Beyond these three immediate issues were long-run policy challenges: updating the country’s pension system to deal with an aging population and the decline of defined-benefit pensions; improving the education system so that more people would bear the risk of pursuing higher education; and reversing the erosion of America as a middle-class society.
None of these goals (perhaps with the exception of the last one) were partisan issues. The long-run deficit, health-care financing, and global warming, no less than securing retirement income and enabling educational opportunity, were issues on which bipartisan progress and agreement should have been easily attained. Yet we Clintonites received absolutely no cooperation from either Republican officeholders or Republican policy intellectuals.

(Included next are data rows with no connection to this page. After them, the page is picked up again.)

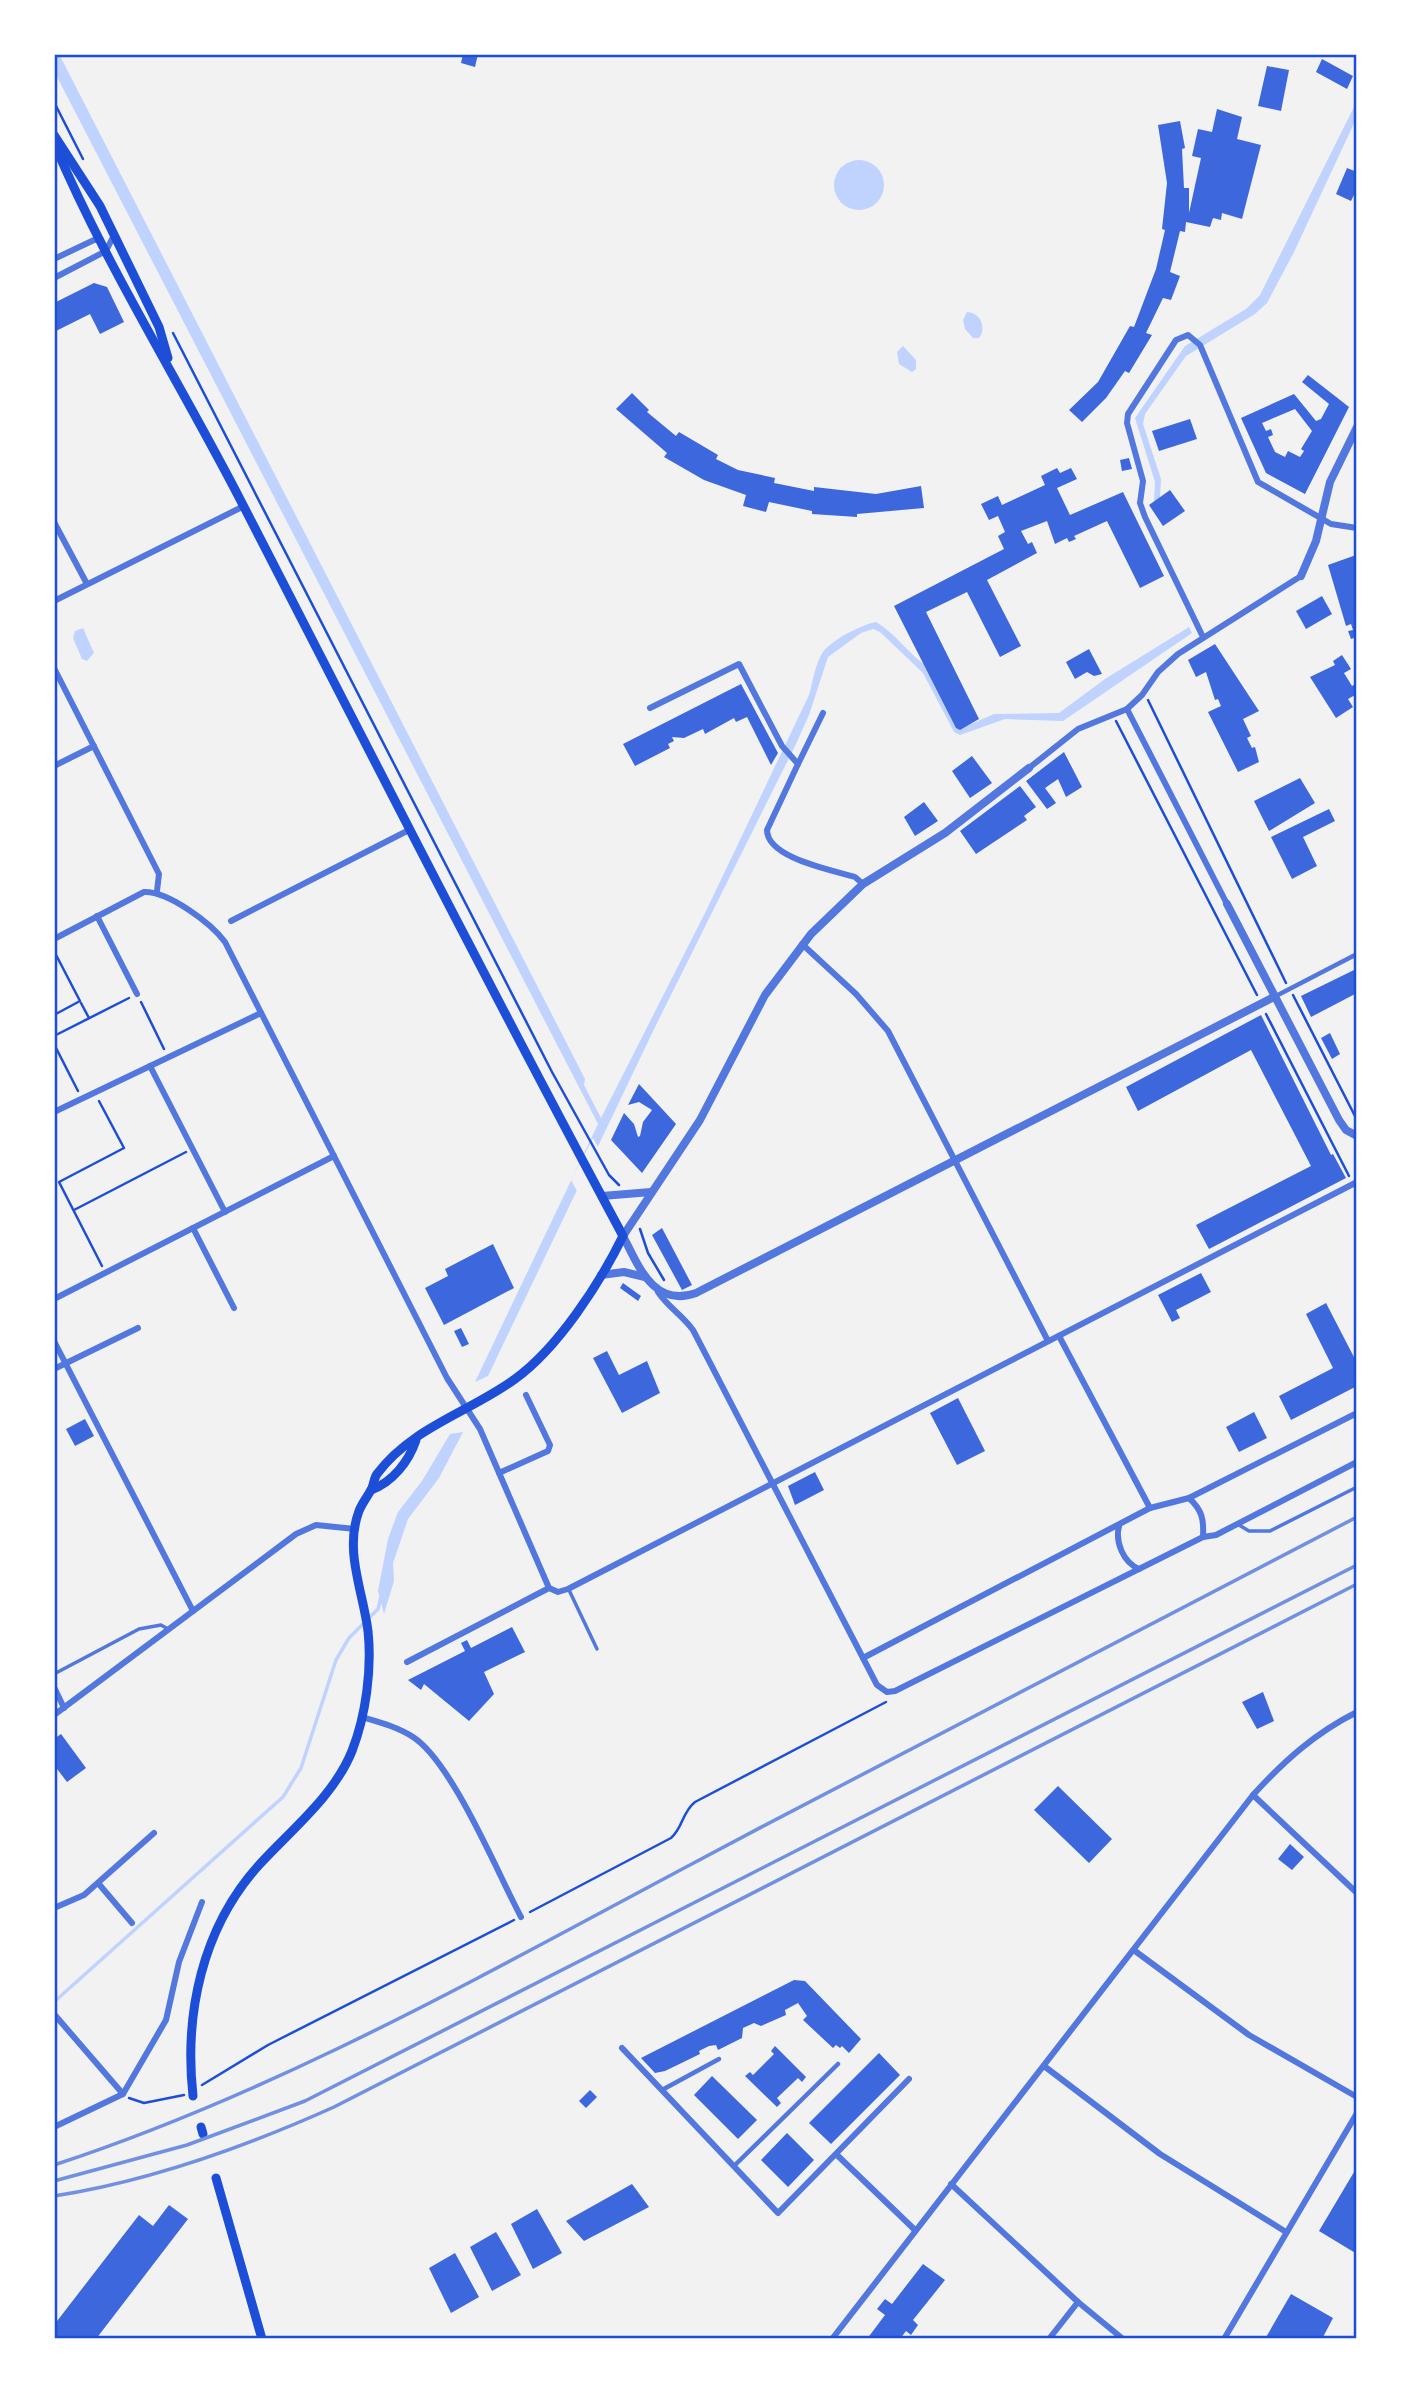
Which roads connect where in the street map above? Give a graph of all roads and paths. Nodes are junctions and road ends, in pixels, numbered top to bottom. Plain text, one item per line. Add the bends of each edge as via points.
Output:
1 (54, 103) edge
2 (54, 135) edge
3 (54, 143) edge
4 (88, 168) dead end
5 (112, 231) junction
6 (101, 240) junction
7 (109, 248) junction
8 (121, 250) junction
9 (54, 259) edge
10 (54, 278) edge
11 (169, 325) dead end
12 (170, 367) junction
13 (1357, 427) edge
14 (244, 506) junction
15 (1321, 517) junction
16 (54, 522) edge
17 (1357, 528) edge
18 (1301, 576) joint
19 (87, 584) junction
20 (54, 601) edge
21 (1203, 637) junction
22 (54, 668) edge
23 (1142, 695) junction
24 (650, 709) dead end
25 (1127, 709) junction
26 (823, 713) dead end
27 (1113, 715) junction
28 (94, 746) junction
29 (798, 764) junction
30 (54, 765) edge
31 (1029, 768) joint
32 (409, 830) junction
33 (863, 884) junction
34 (157, 891) junction
35 (1227, 904) joint
36 (97, 916) junction
37 (232, 921) dead end
38 (54, 939) edge
39 (802, 944) junction
40 (54, 951) edge
41 (1357, 954) edge
42 (1289, 988) junction
43 (137, 994) junction
44 (1274, 997) junction
45 (80, 1001) junction
46 (1261, 1004) junction
47 (261, 1013) junction
48 (54, 1014) edge
49 (89, 1018) junction
50 (54, 1036) edge
51 (54, 1044) edge
52 (169, 1057) junction
53 (150, 1066) junction
54 (94, 1092) junction
55 (82, 1098) junction
56 (54, 1112) edge
57 (1357, 1120) edge
58 (1357, 1136) edge
59 (192, 1149) junction
60 (334, 1156) junction
61 (954, 1160) junction
62 (1355, 1183) edge
63 (650, 1192) junction
64 (602, 1196) junction
65 (625, 1196) junction
66 (73, 1210) junction
67 (225, 1212) junction
68 (635, 1215) junction
69 (193, 1228) junction
70 (623, 1237) junction
71 (106, 1273) junction
72 (601, 1275) junction
73 (645, 1276) junction
74 (658, 1292) junction
75 (679, 1297) junction
76 (54, 1299) edge
77 (234, 1308) dead end
78 (138, 1328) dead end
79 (1059, 1335) junction
80 (54, 1341) edge
81 (1048, 1341) junction
82 (66, 1363) junction
83 (54, 1370) edge
84 (526, 1395) dead end
85 (465, 1407) junction
86 (1357, 1413) edge
87 (1357, 1462) edge
88 (499, 1473) junction
89 (771, 1482) junction
90 (1357, 1488) edge
91 (1189, 1497) junction
92 (1150, 1508) junction
93 (1237, 1523) junction
94 (1119, 1526) junction
95 (355, 1529) junction
96 (1203, 1537) junction
97 (1139, 1569) junction
98 (549, 1588) junction
99 (568, 1589) junction
100 (193, 1611) junction
101 (168, 1629) junction
102 (597, 1648) dead end
103 (863, 1658) junction
104 (407, 1662) dead end
105 (54, 1674) edge
106 (54, 1687) edge
107 (885, 1703) dead end
108 (64, 1708) junction
109 (1357, 1712) edge
110 (54, 1715) edge
111 (362, 1717) junction
112 (1253, 1795) junction
113 (154, 1833) dead end
114 (98, 1883) junction
115 (1357, 1893) edge
116 (202, 1902) dead end
117 (54, 1908) edge
118 (521, 1917) junction
119 (132, 1923) dead end
120 (1135, 1951) junction
121 (54, 2014) edge
122 (622, 2048) dead end
123 (719, 2059) dead end
124 (838, 2064) dead end
125 (1044, 2066) junction
126 (909, 2078) dead end
127 (209, 2081) dead end
128 (662, 2090) junction
129 (123, 2094) junction
130 (193, 2096) dead end
131 (1357, 2097) edge
132 (176, 2098) dead end
133 (1357, 2113) edge
134 (54, 2127) edge
135 (837, 2155) junction
136 (734, 2166) junction
137 (216, 2178) dead end
138 (951, 2184) junction
139 (915, 2230) junction
140 (1286, 2232) junction
141 (1078, 2302) junction
142 (262, 2339) edge
143 (832, 2339) edge
144 (1049, 2339) edge
145 (1123, 2339) edge
146 (1224, 2339) edge

1 - 4 path
2 - 5 main road
3 - 6 main road
5 - 7 street
5 - 8 main road
6 - 7 main road
6 - 9 street
7 - 8 street
7 - 10 street
7 - 12 main road
8 - 12 main road via 159,327
11 - 65 path via 590,1143
12 - 14 main road
13 - 15 street via 1330,482
14 - 19 street
14 - 32 main road
15 - 17 street via 1331,524
15 - 18 street
15 - 21 street via 1253,477 1197,342 1188,335 1176,340 1131,406 1127,423 1143,481 1140,503
16 - 19 street
18 - 21 street
19 - 20 street
21 - 23 street via 1164,666
22 - 28 street
23 - 25 street
23 - 42 path
24 - 29 street via 739,664 782,746
25 - 27 street
25 - 35 street
26 - 29 street
27 - 31 street via 1078,729
27 - 46 path
28 - 30 street
28 - 34 street via 159,874
29 - 33 street via 769,825 769,842 780,852 855,877
31 - 33 street via 945,833
32 - 37 street
32 - 64 main road
33 - 39 street
34 - 36 street via 144,892
34 - 47 street via 214,928
35 - 44 street
36 - 38 street
36 - 43 street
39 - 61 street via 888,1031
39 - 63 street via 765,995 710,1103
40 - 45 path
41 - 42 street
42 - 44 street
42 - 57 path
43 - 49 path
43 - 52 path
44 - 46 street
44 - 58 street via 1342,1125
45 - 48 path
45 - 49 path
46 - 61 street
46 - 62 path
47 - 52 street
47 - 60 street
49 - 50 path
51 - 55 path
52 - 53 street
53 - 54 street
53 - 59 street
54 - 55 street
54 - 66 path via 124,1148 59,1182
55 - 56 street
59 - 66 path
59 - 67 street
60 - 67 street
60 - 85 street
61 - 75 street via 696,1293
61 - 81 street
62 - 79 street
63 - 65 street
63 - 68 street
64 - 65 street
64 - 70 main road
66 - 71 path
67 - 69 street
68 - 70 street
68 - 75 path via 648,1253
69 - 71 street
69 - 77 street
70 - 72 main road
70 - 73 street
71 - 76 street
72 - 73 street via 624,1272
72 - 85 main road via 537,1360 502,1388
73 - 74 street
74 - 75 street
74 - 89 street via 692,1330
78 - 82 street
79 - 81 street
79 - 92 street
80 - 82 street
81 - 89 street
82 - 83 street
82 - 100 street
84 - 88 street via 550,1445 548,1451
85 - 88 street
85 - 95 main road via 406,1444 375,1476
86 - 91 street
87 - 93 street
88 - 98 street
89 - 99 street
89 - 103 street
90 - 93 lane via 1270,1531 1249,1531
91 - 92 street
91 - 96 street via 1203,1517
92 - 94 street
93 - 96 street
94 - 97 street via 1117,1535 1126,1560
94 - 103 street
95 - 100 street via 309,1527
95 - 111 main road via 354,1558 368,1632
96 - 97 street
97 - 103 street via 895,1691 877,1685
98 - 99 street via 558,1592
98 - 104 street
99 - 102 lane
100 - 101 street
101 - 105 lane via 162,1625 139,1629
101 - 108 street
106 - 108 street
107 - 118 path via 695,1802 671,1838
108 - 110 street
109 - 112 street via 1314,1736
111 - 118 street via 404,1731 431,1752
111 - 130 main road via 352,1751 332,1786 239,1891 202,1964 191,2024
112 - 115 street
112 - 120 street
113 - 114 street
114 - 117 street via 84,1895
114 - 119 street
116 - 129 street via 178,1962 166,2020
118 - 127 path via 268,2045
120 - 125 street
120 - 131 street via 1249,2035
121 - 129 street
122 - 128 street
123 - 128 street
124 - 136 street
125 - 138 street
125 - 140 street via 1160,2154
126 - 135 street
128 - 136 street
129 - 132 path via 144,2103
129 - 134 street
133 - 140 street
135 - 136 street via 778,2213
135 - 139 street
137 - 142 main road
138 - 139 street
138 - 141 street
139 - 143 street
140 - 146 street
141 - 144 street
141 - 145 street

Figures like Senators Pete Domenici and Alan Simpson, who talked a good game about the long-run deficit, never met a budget-busting Republican program that they would oppose or a deficit-reducing Democratic initiative that they could support. Economists who, under Presidents Ronald Reagan and George H. W. Bush, talked such a good game about excessive tax burdens and the importance of balanced budgets went very quiet after Clinton took office in January 1993, and stayed quiet after January 2001, when George W. Bush’s administration dismantled so much of what the Clinton administration had accomplished.
But back in 1993 there was one exception – one senior Republican officeholder and policy intellectual who did not forget his policy commitments of earlier years: US Federal Reserve Chairman Alan Greenspan. For Greenspan, putting the long-run financing of America’s federal government on a sound footing was an important and bipartisan goal, and in 1993-1994 he was willing to take monetary-policy risks to boost the chances of achieving it.
The Fed, in Greenspan’s view, had a responsibility not only to fight inflation but also to create a prosperous, entrepreneurial society, and he sought to achieve that dual mandate – with high employment as important as stable prices – during the high-tech boom of the late 1990’s. Unique among his Republican peers, after 2001 he spoke – quietly in public, but loudly in private – against the Bush administration’s feckless fiscal policies.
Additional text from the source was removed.